Later, the media reported on another scandal: it turned out
that the administration had deceived Congress about the bill's
likely cost.
But the real scandal is what's in the legislation. It's an
object lesson in how special interests hold America's health
care system hostage.
The new Medicare law subsidizes private health plans, which
have repeatedly failed to deliver promised cost savings. It
creates an unnecessary layer of middlemen by requiring that the
drug benefit be administered by private insurers. The biggest
giveaway is to Big Pharma: the law specifically prohibits
Medicare from using its purchasing power to negotiate lower drug
prices.
Outside the United States, almost every government bargains
over drug prices. And it works: the Congressional Budget Office
says that foreign drug prices are 35 to 55 percent below U.S.
levels. Even within the United States, Veterans Affairs is able
to negotiate discounts of 50 percent or more, far larger than
those the Medicare actuary expects the elderly to receive under
the new plan.
After the drug bill's passage, Jacob Hacker and Theodore
Marmor of Yale University estimated that a sensible bill could
have delivered twice as much coverage for the same price.
Needless to say, apologists for the law insist that the
prohibition on price negotiations had nothing to do with
catering to special interests - that it was a matter of
principle, of preserving incentives to innovate. How can we
refute this defense?
One way is to challenge claims that the pharmaceutical
industry needs high prices to innovate. In her book "The Truth
About the Drug Companies," Marcia Angell, the former editor in
chief of The New England Journal of Medicine, shows convincingly
that drug companies spend far more on marketing than they do on
research - and that much of the marketing is designed to sell
"me, too" drugs, which are no better than the cheaper drugs they
replace. It should be possible to pay less for medicine, yet
encourage more real innovation.
Another answer is to point to the haste with which key
players in the drug bill's passage cashed in - making the claims
that they wrote a pharma-friendly Medicare bill out of genuine
concern for the public's welfare look ludicrous.

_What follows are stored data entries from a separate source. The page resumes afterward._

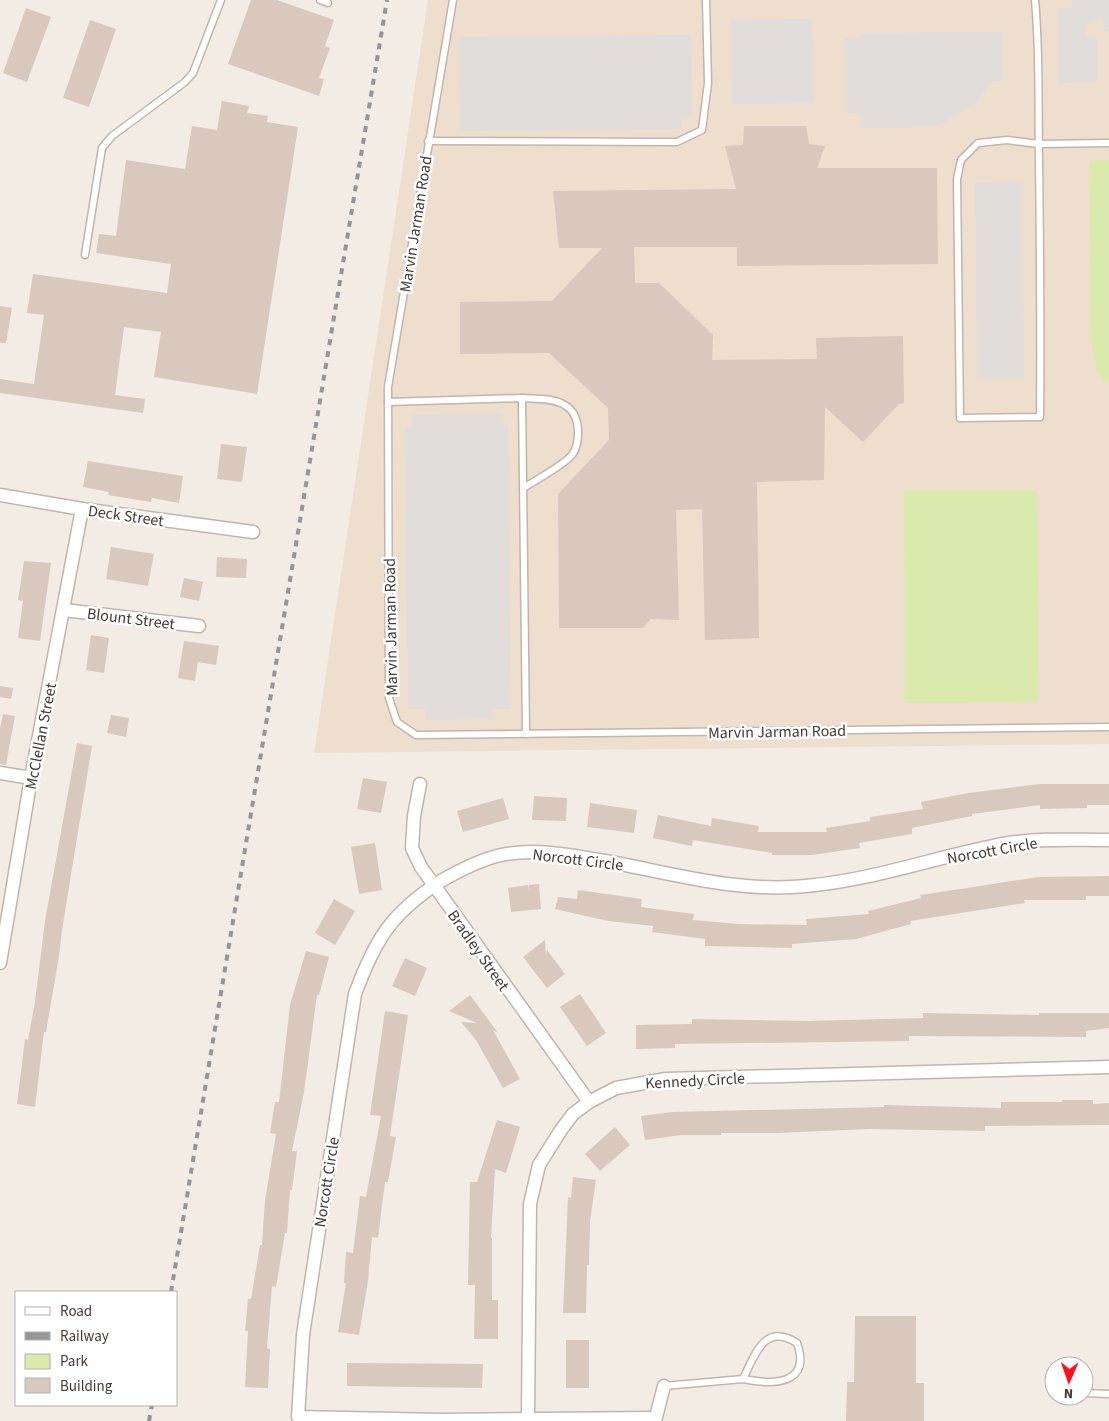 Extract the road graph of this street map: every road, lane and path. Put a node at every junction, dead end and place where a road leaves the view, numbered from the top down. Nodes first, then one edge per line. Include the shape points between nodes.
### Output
1 (221, 0) edge
2 (320, 0) edge
3 (452, 0) edge
4 (706, 0) edge
5 (1035, 0) edge
6 (328, 3) dead end
7 (428, 141) junction
8 (1109, 142) edge
9 (1039, 144) junction
10 (85, 255) dead end
11 (522, 398) junction
12 (388, 402) junction
13 (523, 488) junction
14 (0, 495) edge
15 (82, 509) junction
16 (253, 532) dead end
17 (64, 610) junction
18 (199, 626) dead end
19 (1109, 727) edge
20 (526, 734) junction
21 (0, 773) edge
22 (31, 778) junction
23 (420, 784) dead end
24 (1109, 840) edge
25 (433, 886) junction
26 (0, 963) edge
27 (1109, 1067) edge
28 (589, 1102) junction
29 (742, 1379) junction
30 (664, 1386) joint
31 (1094, 1393) edge
32 (1109, 1394) edge
33 (528, 1417) junction
34 (655, 1419) edge
35 (441, 1420) edge

1 - 10 lane via 192,73 185,82 112,136 102,148
2 - 6 lane
3 - 7 lane, Marvin Jarman Road
4 - 7 lane via 708,83 702,130 677,142
5 - 9 lane
7 - 12 lane, Marvin Jarman Road
8 - 9 lane
9 - 9 lane via 1007,140 978,143 961,160 957,179 960,418 1040,418
11 - 12 lane
11 - 13 lane
11 - 13 lane via 553,400 567,406 578,427 578,441 572,456
12 - 20 lane, Marvin Jarman Road via 389,698 397,722 416,735
13 - 20 lane
14 - 15 street, Deck Street
15 - 16 street, Deck Street
15 - 17 street, McClellan Street
17 - 18 street, Blount Street
17 - 22 street, McClellan Street
19 - 20 lane, Marvin Jarman Road
21 - 22 street
22 - 26 street, McClellan Street
23 - 25 street, Bradley Street via 412,848
24 - 25 street, Norcott Circle via 1010,843 846,880 764,887 725,884 569,855 524,852 501,855 463,868
25 - 28 street, Bradley Street
25 - 35 street, Norcott Circle via 392,920 369,955 355,994 303,1335 298,1418
27 - 28 street, Kennedy Circle via 666,1079 616,1088
28 - 33 street, Kennedy Circle via 561,1130 539,1165 530,1204
29 - 29 lane via 760,1344 769,1338 790,1338 797,1343 801,1362 795,1375 786,1380 766,1382
29 - 30 lane
30 - 34 street
31 - 32 lane
33 - 34 street
33 - 35 street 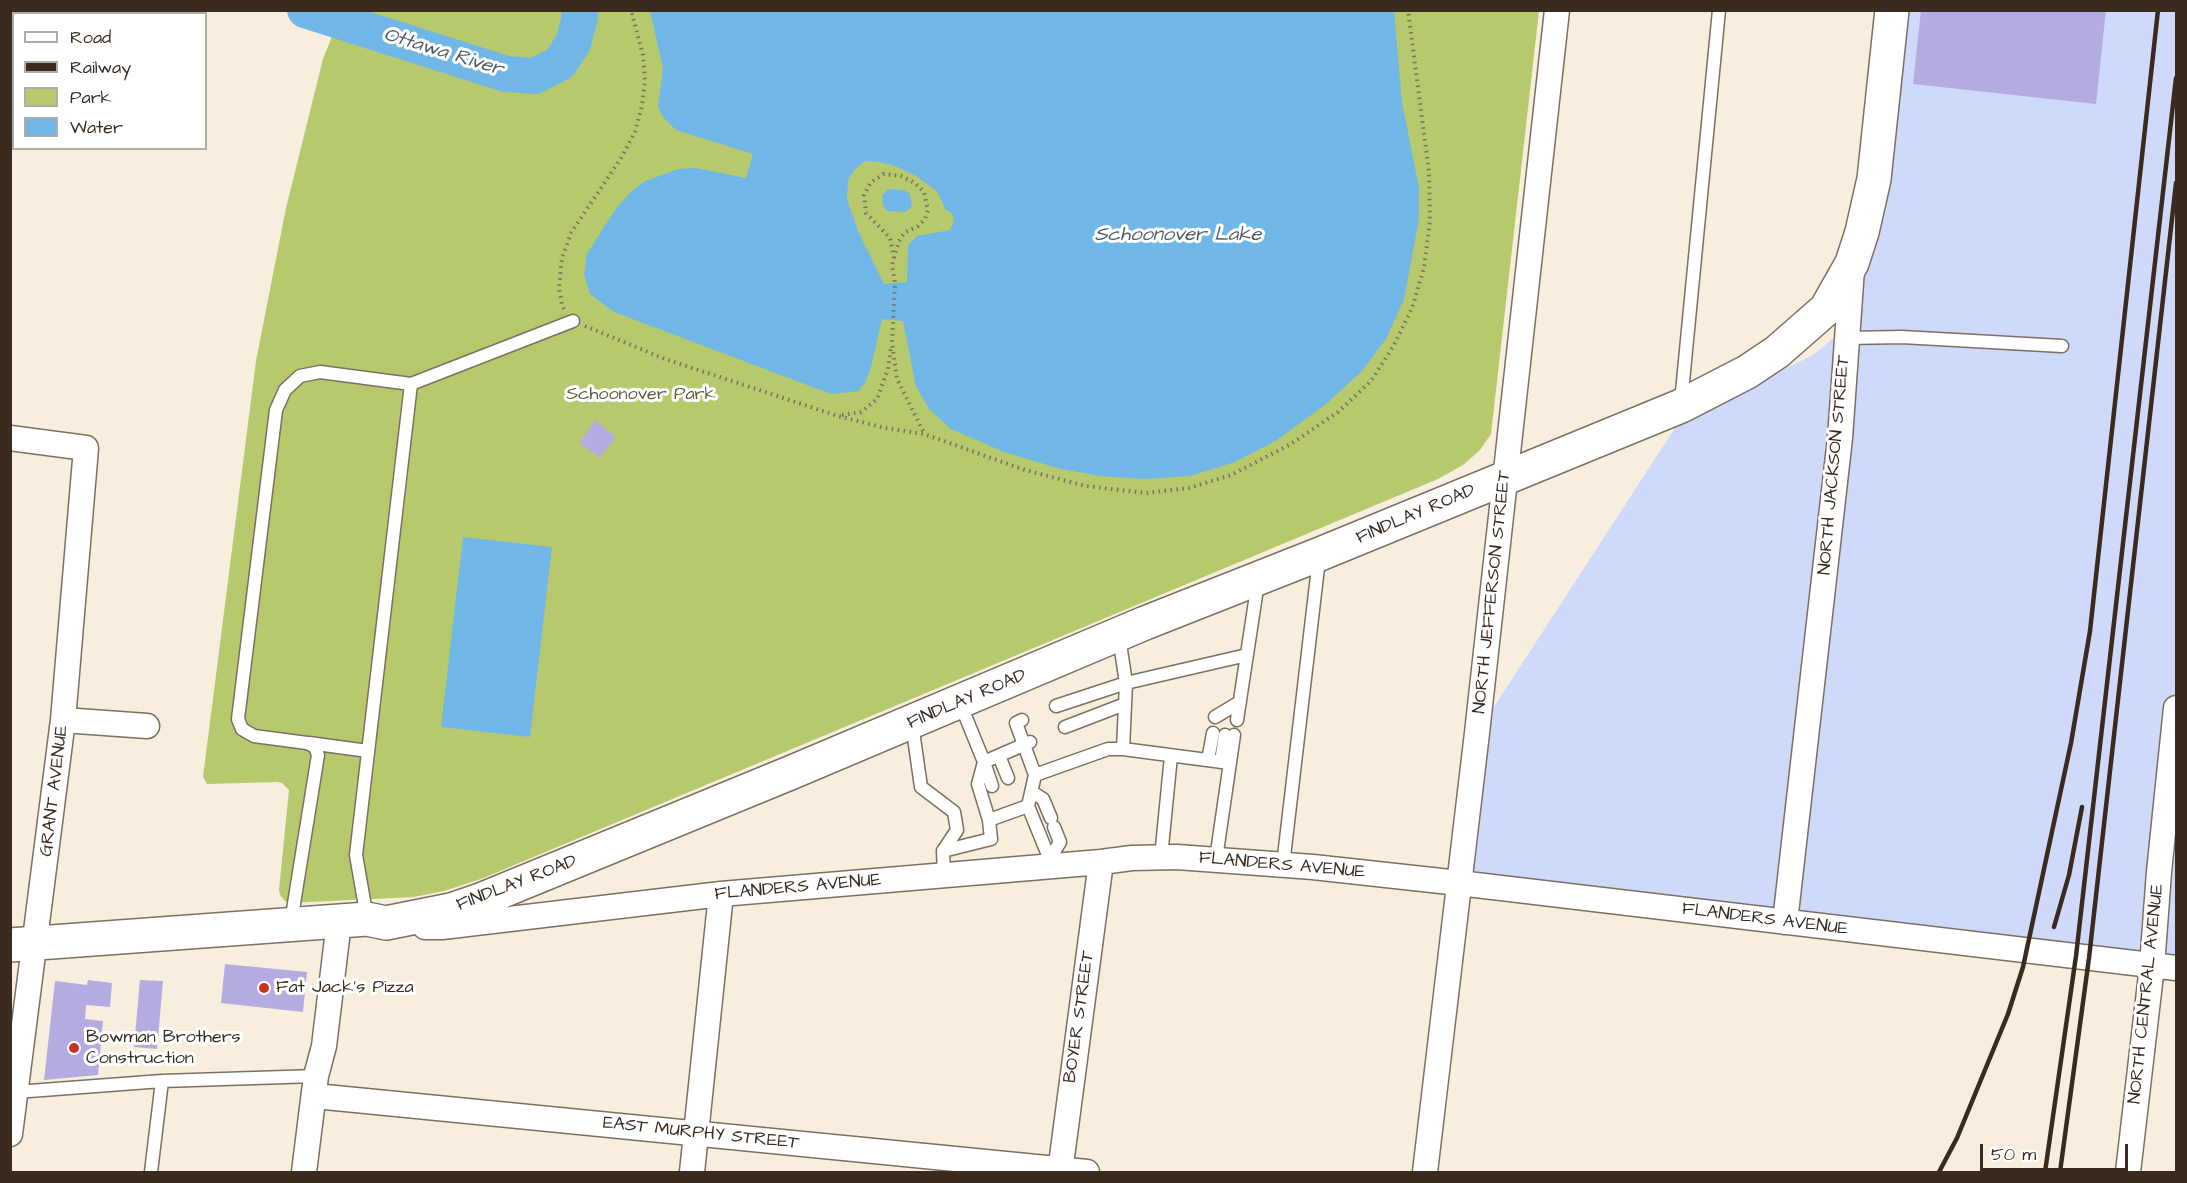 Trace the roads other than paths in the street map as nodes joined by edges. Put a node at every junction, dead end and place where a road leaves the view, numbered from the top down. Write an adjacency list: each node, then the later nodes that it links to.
1 (1557, 10): 11 (street, NORTH JEFFERSON STREET)
2 (1719, 10): 9 (lane)
3 (1892, 10): 4 (main road, NORTH JACKSON STREET)
4 (1852, 263): 6 (street, NORTH JACKSON STREET); 9 (main road, FINDLAY ROAD)
5 (573, 321): 8 (lane)
6 (1847, 338): 7 (lane); 51 (street, NORTH JACKSON STREET)
7 (2062, 346)
8 (411, 384): 27 (lane); 30 (lane)
9 (1681, 406): 11 (main road, FINDLAY ROAD)
10 (10, 438): 22 (street, GRANT AVENUE)
11 (1505, 478): 12 (main road, FINDLAY ROAD); 48 (street, NORTH JEFFERSON STREET)
12 (1320, 554): 13 (main road, FINDLAY ROAD); 47 (lane)
13 (1259, 579): 14 (main road, FINDLAY ROAD); 15 (lane)
14 (1119, 636): 16 (lane); 17 (main road, FINDLAY ROAD)
15 (1247, 656): 16 (lane); 21 (lane)
16 (1126, 683): 18 (lane); 19 (lane)
17 (960, 703): 24 (main road, FINDLAY ROAD); 33 (lane)
18 (1125, 704): 26 (lane); 29 (lane)
19 (1056, 706)
20 (2176, 708): 38 (street, NORTH CENTRAL AVENUE)
21 (1230, 713)
22 (63, 720): 25 (street); 53 (street, GRANT AVENUE)
23 (1022, 720): 28 (lane)
24 (912, 723): 46 (lane); 50 (main road, FINDLAY ROAD)
25 (147, 726)
26 (1065, 727)
27 (308, 743): 30 (lane); 52 (lane)
28 (1028, 743): 31 (lane); 35 (lane)
29 (1123, 749): 32 (lane); 35 (lane)
30 (368, 751): 50 (lane)
31 (999, 756): 33 (lane); 36 (lane)
32 (1171, 756): 34 (lane); 42 (lane)
33 (984, 762): 37 (lane); 41 (lane)
34 (1220, 762): 34 (lane); 43 (lane)
35 (1035, 775): 39 (lane)
36 (1008, 778)
37 (992, 786)
38 (2172, 790): 54 (street, NORTH CENTRAL AVENUE)
39 (1032, 792): 40 (lane); 44 (lane)
40 (1022, 805): 41 (lane); 44 (lane)
41 (989, 820): 46 (lane)
42 (1161, 857): 43 (street, FLANDERS AVENUE); 45 (street, FLANDERS AVENUE)
43 (1216, 860): 47 (street, FLANDERS AVENUE)
44 (1051, 862): 45 (street, FLANDERS AVENUE); 46 (street, FLANDERS AVENUE)
45 (1101, 862): 61 (street, BOYER STREET)
46 (944, 863): 49 (street, FLANDERS AVENUE)
47 (1283, 865): 48 (street, FLANDERS AVENUE)
48 (1458, 883): 51 (street, FLANDERS AVENUE); 66 (street, NORTH JEFFERSON STREET)
49 (721, 894): 50 (street, FLANDERS AVENUE); 59 (street)
50 (364, 921): 52 (main road, FINDLAY ROAD); 57 (street)
51 (1785, 922): 54 (street, FLANDERS AVENUE)
52 (291, 924): 53 (main road, FINDLAY ROAD)
53 (23, 945): 58 (street, GRANT AVENUE)
54 (2152, 966): 55 (street, FLANDERS AVENUE); 67 (street, NORTH CENTRAL AVENUE)
55 (2176, 968)
56 (162, 1081): 57 (lane); 58 (lane); 62 (lane)
57 (316, 1086): 59 (street, EAST MURPHY STREET); 63 (street)
58 (16, 1092): 60 (street, GRANT AVENUE)
59 (697, 1133): 61 (street, EAST MURPHY STREET); 64 (street)
60 (10, 1134)
61 (1060, 1171): 65 (street, EAST MURPHY STREET)
62 (151, 1173)
63 (304, 1173)
64 (692, 1173)
65 (1087, 1173)
66 (1425, 1173)
67 (2128, 1173)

Let's look at just two examples.
Billy Tauzin, who shepherded the drug bill through when he
was a member of Congress, now heads the Pharmaceutical Research
and Manufacturers of America, the all-powerful industry lobby
group, for an estimated $2 million a year. In his new job, he's
making novel arguments against allowing Americans to buy cheaper
drugs from Canada: Al Qaeda, he suggests, might use fake Viagra
tablets to get anthrax into this country.
Meanwhile, Thomas Scully, the former Medicare administrator -
who threatened to fire Medicare's chief actuary if he gave
Congress the real numbers on the drug bill's cost - was granted
a special waiver from the ethics rules. This allowed him to
negotiate for a future health industry lobbying job at the very
same time he was pushing the drug bill.
If all this sounds like a story of a corrupt deal created by
a corrupt system, it is. And it was a very expensive deal
indeed. According to the Medicare trustees, the fiscal gap over
the next 75 years created by the 2003 law - not the financing
gap for Medicare as a whole, just the additional gap created by
legislation passed 18 months ago - will be $8.7 trillion.
That's about three times the amount President Bush proposes
to save by cutting middle-class Social Security benefits.
In fact, I have a suggestion for Mr. Bush. One way to prove
that he's really sincere about addressing long-run fiscal
problems, that his calls for benefit cuts aren't just part of an
ideological agenda, would be to put Social Security aside for a
while and fix his own Medicare program. Oh, never mind.